==== Records

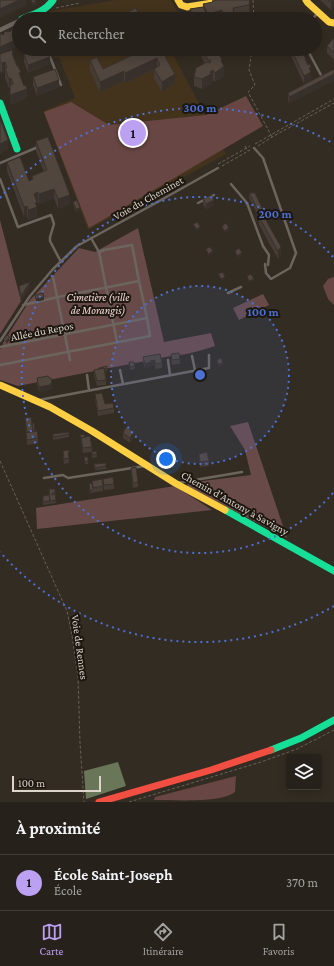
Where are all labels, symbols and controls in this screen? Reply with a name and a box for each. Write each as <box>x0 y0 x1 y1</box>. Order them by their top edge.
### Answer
search box <box>12 12 322 56</box>
icon: search <box>26 23 48 45</box>
text: Rechercher <box>58 26 125 42</box>
text: 300 m <box>184 101 217 115</box>
pin: 1 <box>120 118 146 148</box>
street label: Voie du Cheminet <box>111 174 185 222</box>
text: 200 m <box>258 207 292 221</box>
park label: Cimetière (ville de Morangis) <box>67 291 130 317</box>
text: 100 m <box>247 305 280 319</box>
street label: Allée du Repos <box>10 319 75 344</box>
centre of rings <box>193 368 207 382</box>
your location <box>156 449 176 469</box>
street label: Chemin d'Antony à Savigny <box>179 468 292 539</box>
street label: Voie de Rennes <box>70 614 90 680</box>
map controls <box>286 754 322 790</box>
button: layers <box>286 754 322 790</box>
scale bar <box>12 774 101 793</box>
text: 100 m <box>18 777 45 789</box>
text: À proximité <box>16 819 100 838</box>
text: École Saint-Joseph <box>54 867 173 883</box>
text: 1 <box>27 875 31 890</box>
text: 370 m <box>286 875 318 890</box>
text: École <box>54 883 82 898</box>
tab: Carte <box>40 921 63 957</box>
tab: Itinéraire <box>143 921 183 957</box>
tab: Favoris <box>263 921 294 957</box>

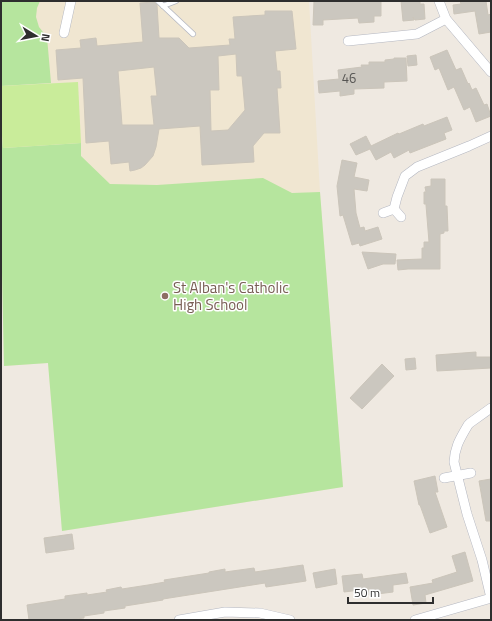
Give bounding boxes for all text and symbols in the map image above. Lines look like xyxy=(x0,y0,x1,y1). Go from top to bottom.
north arrow xyxy=(16,16,56,56)
text: N xyxy=(37,33,54,43)
house number: 46 xyxy=(342,68,356,88)
place label: St Alban's Catholic High School xyxy=(173,276,289,316)
marker: St Alban's Catholic High School xyxy=(160,291,170,301)
scale bar xyxy=(348,579,433,605)
text: 50 m xyxy=(354,583,380,602)

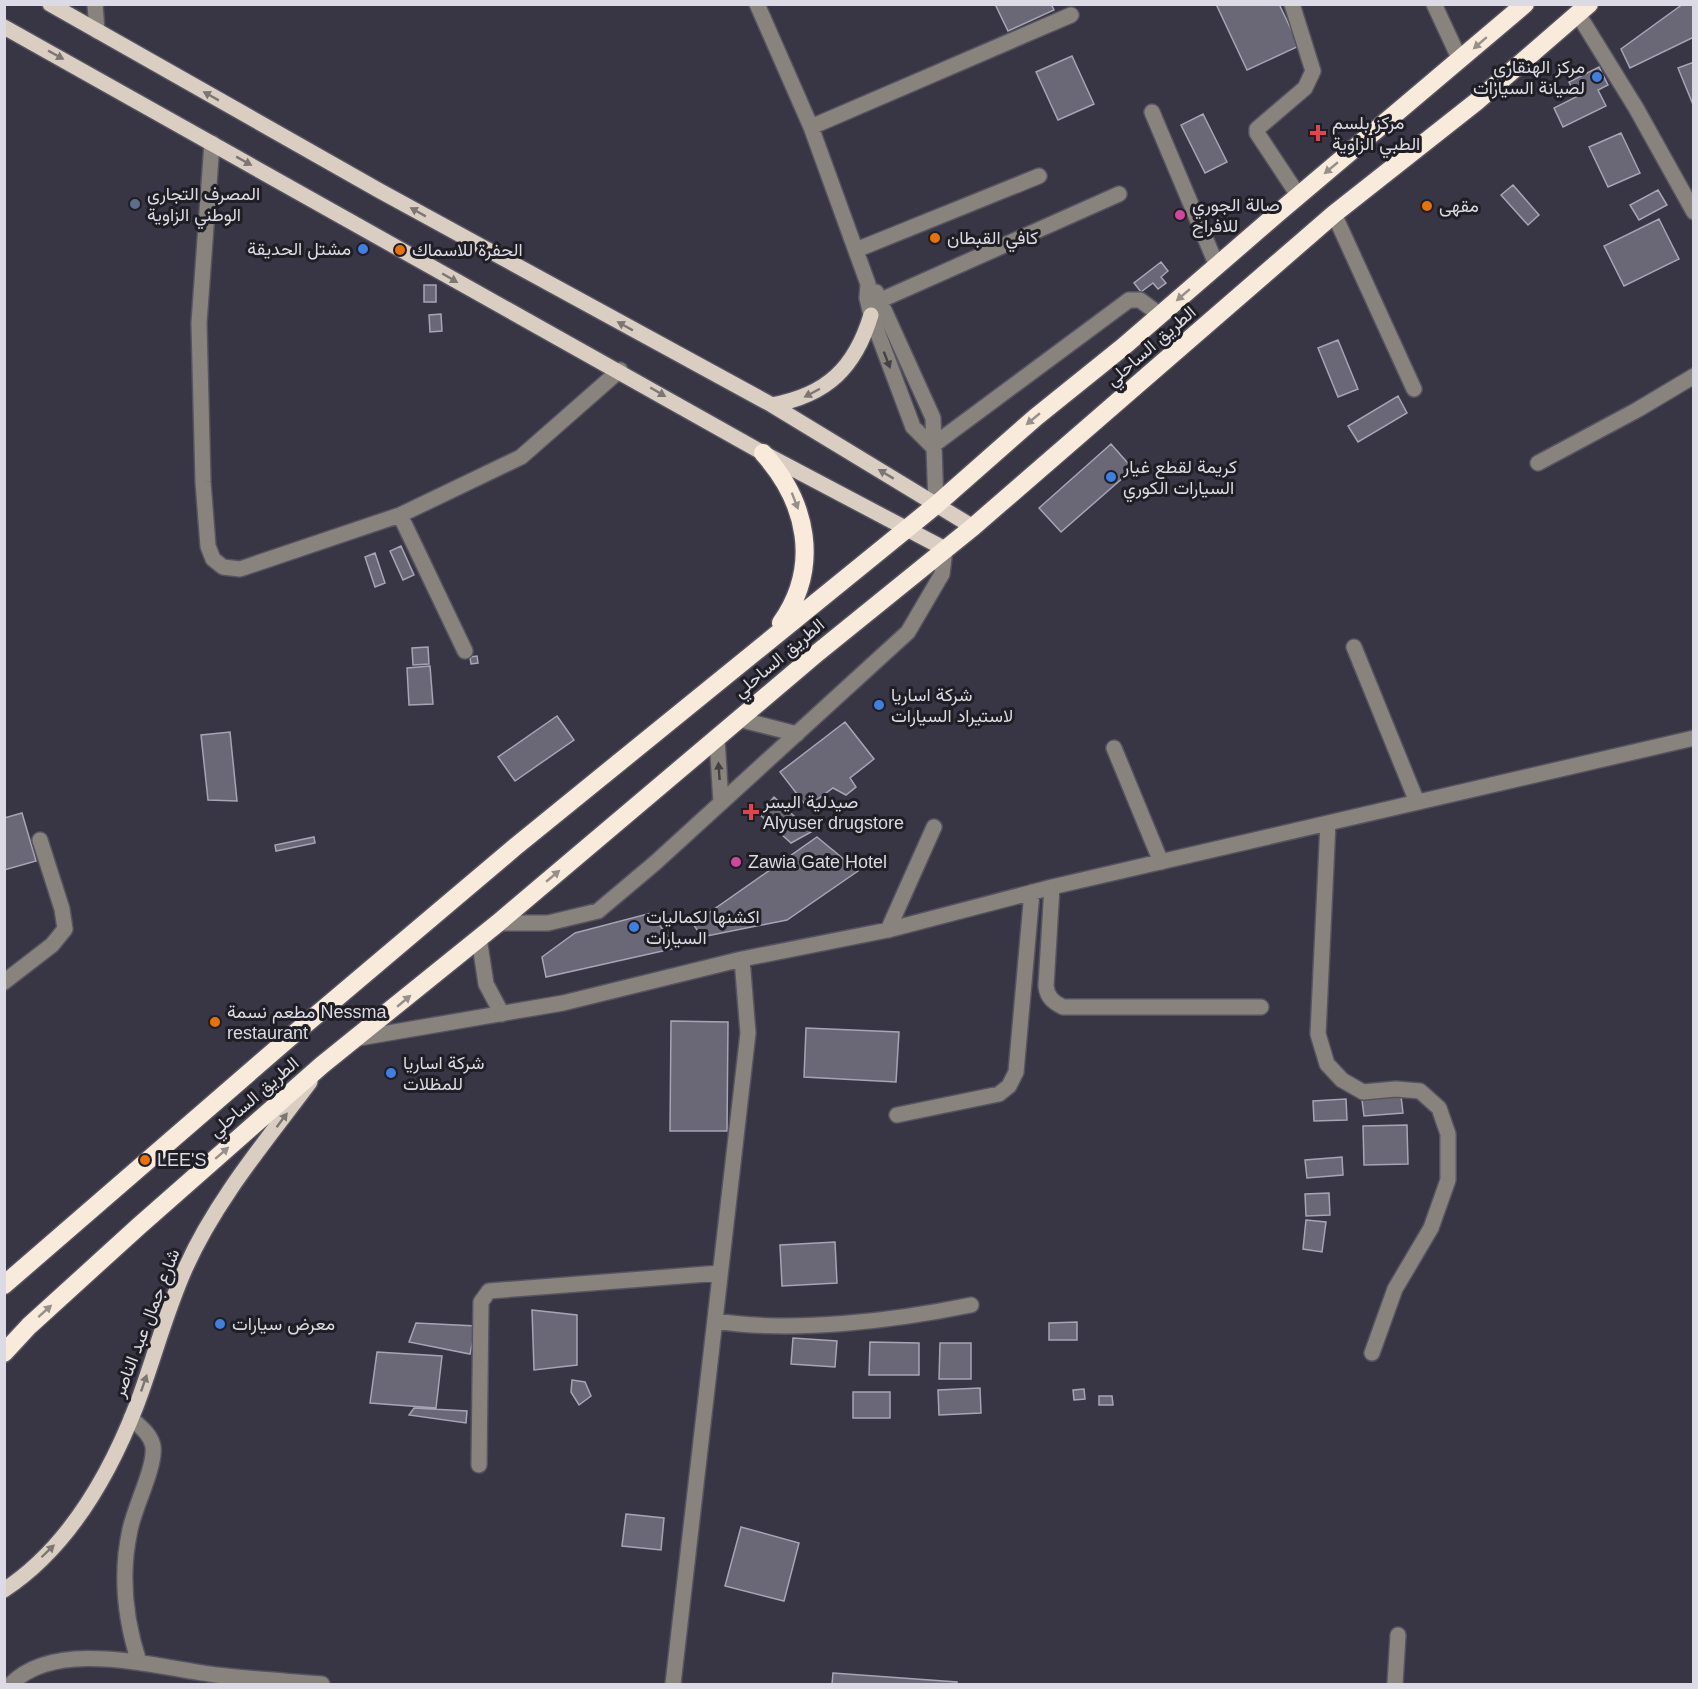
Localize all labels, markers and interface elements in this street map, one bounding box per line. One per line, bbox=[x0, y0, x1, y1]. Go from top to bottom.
one-way arrow bbox=[1472, 36, 1488, 49]
one-way arrow bbox=[48, 50, 65, 60]
place label: مركز الهنقاري لصيانة السيارات bbox=[1473, 57, 1585, 99]
marker: مركز الهنقاري لصيانة السيارات bbox=[1590, 70, 1604, 84]
one-way arrow bbox=[202, 91, 219, 101]
place label: مركز بلسم الطبي الزاوية bbox=[1332, 113, 1420, 159]
marker: مركز بلسم الطبي الزاوية bbox=[1309, 124, 1327, 142]
one-way arrow bbox=[236, 155, 252, 166]
one-way arrow bbox=[1324, 161, 1339, 174]
place label: المصرف التجاري الوطني الزاوية bbox=[147, 184, 260, 230]
place label: صالة الجوري للافراح bbox=[1192, 195, 1280, 238]
place label: مقهى bbox=[1439, 196, 1479, 217]
marker: المصرف التجاري الوطني الزاوية bbox=[128, 197, 142, 211]
marker: مقهى bbox=[1420, 199, 1434, 213]
one-way arrow bbox=[409, 207, 426, 217]
marker: صالة الجوري للافراح bbox=[1173, 208, 1187, 222]
place label: كافي القبطان bbox=[947, 228, 1038, 253]
marker: كافي القبطان bbox=[928, 231, 942, 245]
place label: مشتل الحديقة bbox=[247, 239, 351, 260]
place label: الحفرة للاسماك bbox=[412, 240, 523, 261]
marker: مشتل الحديقة bbox=[356, 242, 370, 256]
marker: الحفرة للاسماك bbox=[393, 243, 407, 257]
one-way arrow bbox=[442, 272, 458, 283]
one-way arrow bbox=[1176, 288, 1191, 301]
street label: الطريق الساحلي bbox=[1102, 302, 1203, 394]
one-way arrow bbox=[617, 321, 634, 331]
one-way arrow bbox=[883, 351, 893, 369]
one-way arrow bbox=[650, 387, 667, 397]
one-way arrow bbox=[803, 387, 821, 397]
one-way arrow bbox=[1025, 413, 1041, 426]
place label: كريمة لقطع غيار السيارات الكوري bbox=[1122, 457, 1237, 503]
one-way arrow bbox=[878, 469, 894, 480]
marker: كريمة لقطع غيار السيارات الكوري bbox=[1104, 470, 1118, 484]
one-way arrow bbox=[791, 492, 800, 510]
street label: الطريق الساحلي bbox=[730, 614, 831, 705]
place label: شركة اساريا لاستيراد السيارات bbox=[891, 685, 1013, 727]
marker: شركة اساريا لاستيراد السيارات bbox=[872, 698, 886, 712]
one-way arrow bbox=[714, 761, 724, 780]
place label: صيدلية اليسر Alyuser drugstore bbox=[762, 792, 904, 833]
marker: صيدلية اليسر Alyuser drugstore bbox=[744, 805, 758, 819]
place label: Zawia Gate Hotel bbox=[748, 852, 887, 872]
marker: Zawia Gate Hotel bbox=[729, 855, 743, 869]
one-way arrow bbox=[546, 871, 561, 883]
place label: اكشنها لكماليات السيارات bbox=[646, 907, 760, 949]
marker: اكشنها لكماليات السيارات bbox=[627, 920, 641, 934]
one-way arrow bbox=[396, 995, 411, 1008]
place label: مطعم نسمة Nessma restaurant bbox=[227, 1002, 387, 1043]
marker: مطعم نسمة Nessma restaurant bbox=[208, 1015, 222, 1029]
street label: الطريق الساحلي bbox=[205, 1053, 306, 1145]
place label: شركة اساريا للمظلات bbox=[403, 1053, 484, 1094]
marker: شركة اساريا للمظلات bbox=[384, 1066, 398, 1080]
one-way arrow bbox=[276, 1112, 288, 1128]
one-way arrow bbox=[214, 1147, 229, 1160]
place label: LEE'S bbox=[157, 1150, 206, 1170]
marker: LEE'S bbox=[138, 1153, 152, 1167]
street label: شارع جمال عبد الناصر bbox=[108, 1246, 185, 1402]
one-way arrow bbox=[38, 1304, 53, 1318]
place label: معرض سيارات bbox=[232, 1314, 335, 1335]
marker: معرض سيارات bbox=[213, 1317, 227, 1331]
one-way arrow bbox=[140, 1374, 150, 1392]
one-way arrow bbox=[41, 1545, 55, 1559]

========

▶ Instructions for the task:
Wherever the string "اكشنها" appears in the records above, copy the line it sits in.

▶ Task answer:
place label: اكشنها لكماليات السيارات bbox=[646, 907, 760, 949]
marker: اكشنها لكماليات السيارات bbox=[627, 920, 641, 934]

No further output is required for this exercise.